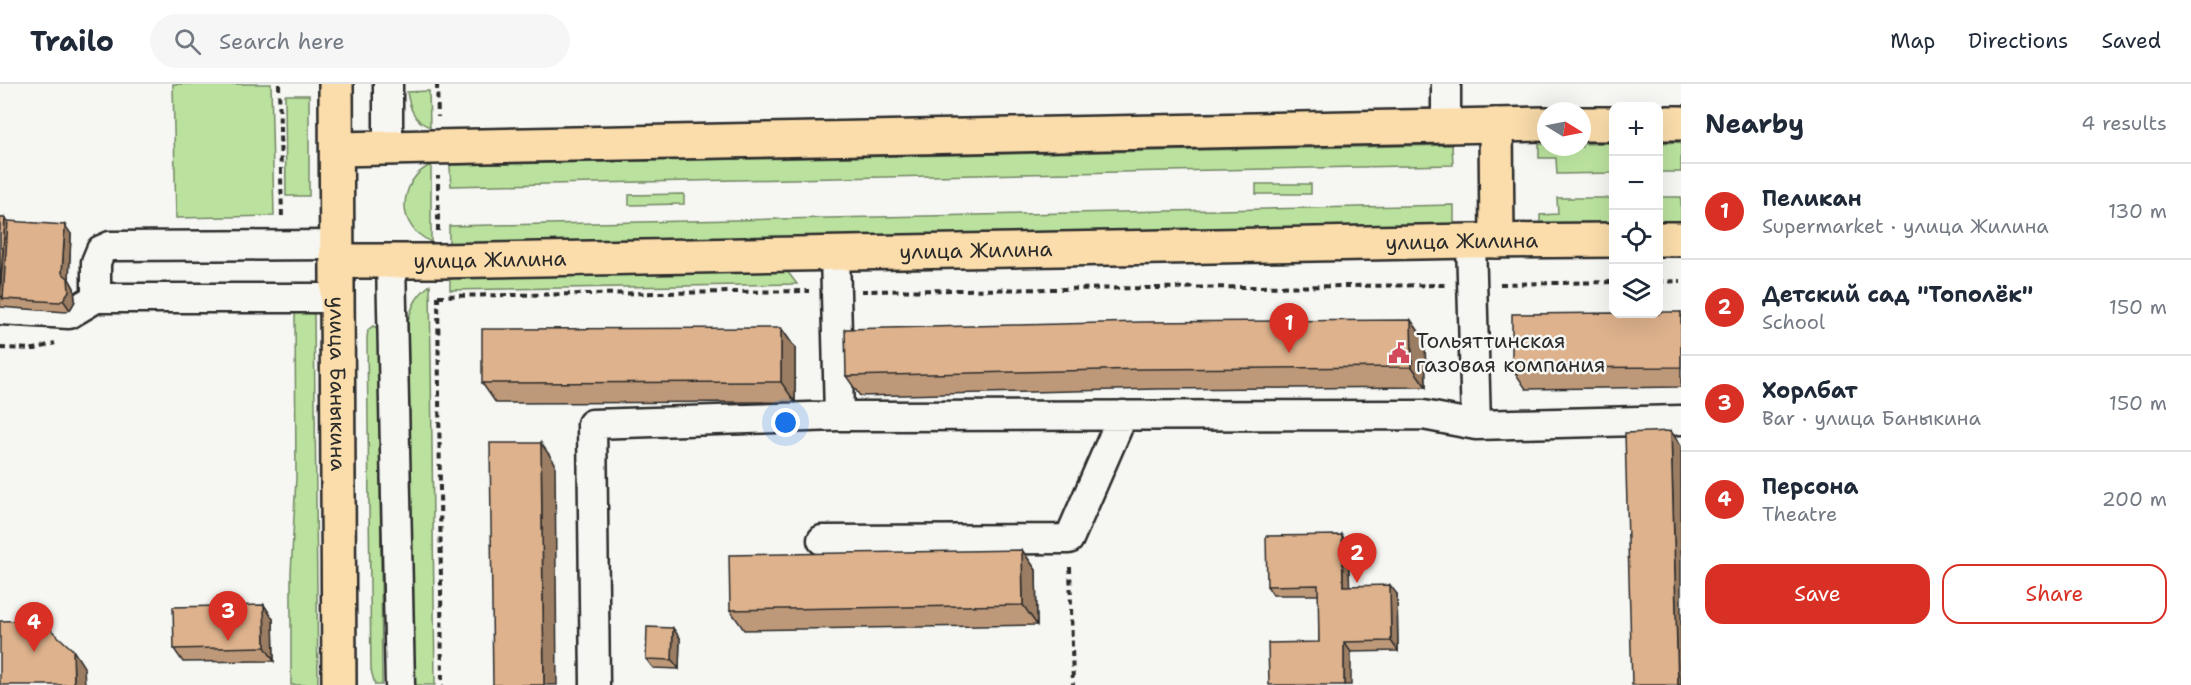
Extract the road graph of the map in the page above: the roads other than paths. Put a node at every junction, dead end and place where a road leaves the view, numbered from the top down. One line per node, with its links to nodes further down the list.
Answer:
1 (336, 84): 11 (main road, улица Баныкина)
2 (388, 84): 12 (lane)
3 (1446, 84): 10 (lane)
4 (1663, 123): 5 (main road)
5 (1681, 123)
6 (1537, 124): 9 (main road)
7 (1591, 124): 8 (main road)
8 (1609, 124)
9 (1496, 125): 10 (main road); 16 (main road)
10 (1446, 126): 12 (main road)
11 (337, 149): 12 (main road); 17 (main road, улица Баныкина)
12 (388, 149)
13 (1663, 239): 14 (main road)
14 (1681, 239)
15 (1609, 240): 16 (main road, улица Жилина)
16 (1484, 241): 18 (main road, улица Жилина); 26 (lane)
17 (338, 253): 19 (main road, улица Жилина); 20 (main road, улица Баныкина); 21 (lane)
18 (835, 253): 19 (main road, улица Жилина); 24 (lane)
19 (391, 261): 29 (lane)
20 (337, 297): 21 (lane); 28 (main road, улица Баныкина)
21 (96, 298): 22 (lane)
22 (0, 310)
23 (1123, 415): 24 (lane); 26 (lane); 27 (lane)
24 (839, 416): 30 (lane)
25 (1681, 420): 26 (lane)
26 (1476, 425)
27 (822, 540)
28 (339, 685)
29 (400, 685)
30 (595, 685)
--------------------------------------------------
An exact retyping of each record, with no pictures, is the answer required.

Extract the road graph of the map in the page above: the roads other than paths. Put a node at every junction, dead end and place where a road leaves the view, numbered from the top down. One line per node, with its links to nodes further down the list.
Answer:
1 (336, 84): 11 (main road, улица Баныкина)
2 (388, 84): 12 (lane)
3 (1446, 84): 10 (lane)
4 (1663, 123): 5 (main road)
5 (1681, 123)
6 (1537, 124): 9 (main road)
7 (1591, 124): 8 (main road)
8 (1609, 124)
9 (1496, 125): 10 (main road); 16 (main road)
10 (1446, 126): 12 (main road)
11 (337, 149): 12 (main road); 17 (main road, улица Баныкина)
12 (388, 149)
13 (1663, 239): 14 (main road)
14 (1681, 239)
15 (1609, 240): 16 (main road, улица Жилина)
16 (1484, 241): 18 (main road, улица Жилина); 26 (lane)
17 (338, 253): 19 (main road, улица Жилина); 20 (main road, улица Баныкина); 21 (lane)
18 (835, 253): 19 (main road, улица Жилина); 24 (lane)
19 (391, 261): 29 (lane)
20 (337, 297): 21 (lane); 28 (main road, улица Баныкина)
21 (96, 298): 22 (lane)
22 (0, 310)
23 (1123, 415): 24 (lane); 26 (lane); 27 (lane)
24 (839, 416): 30 (lane)
25 (1681, 420): 26 (lane)
26 (1476, 425)
27 (822, 540)
28 (339, 685)
29 (400, 685)
30 (595, 685)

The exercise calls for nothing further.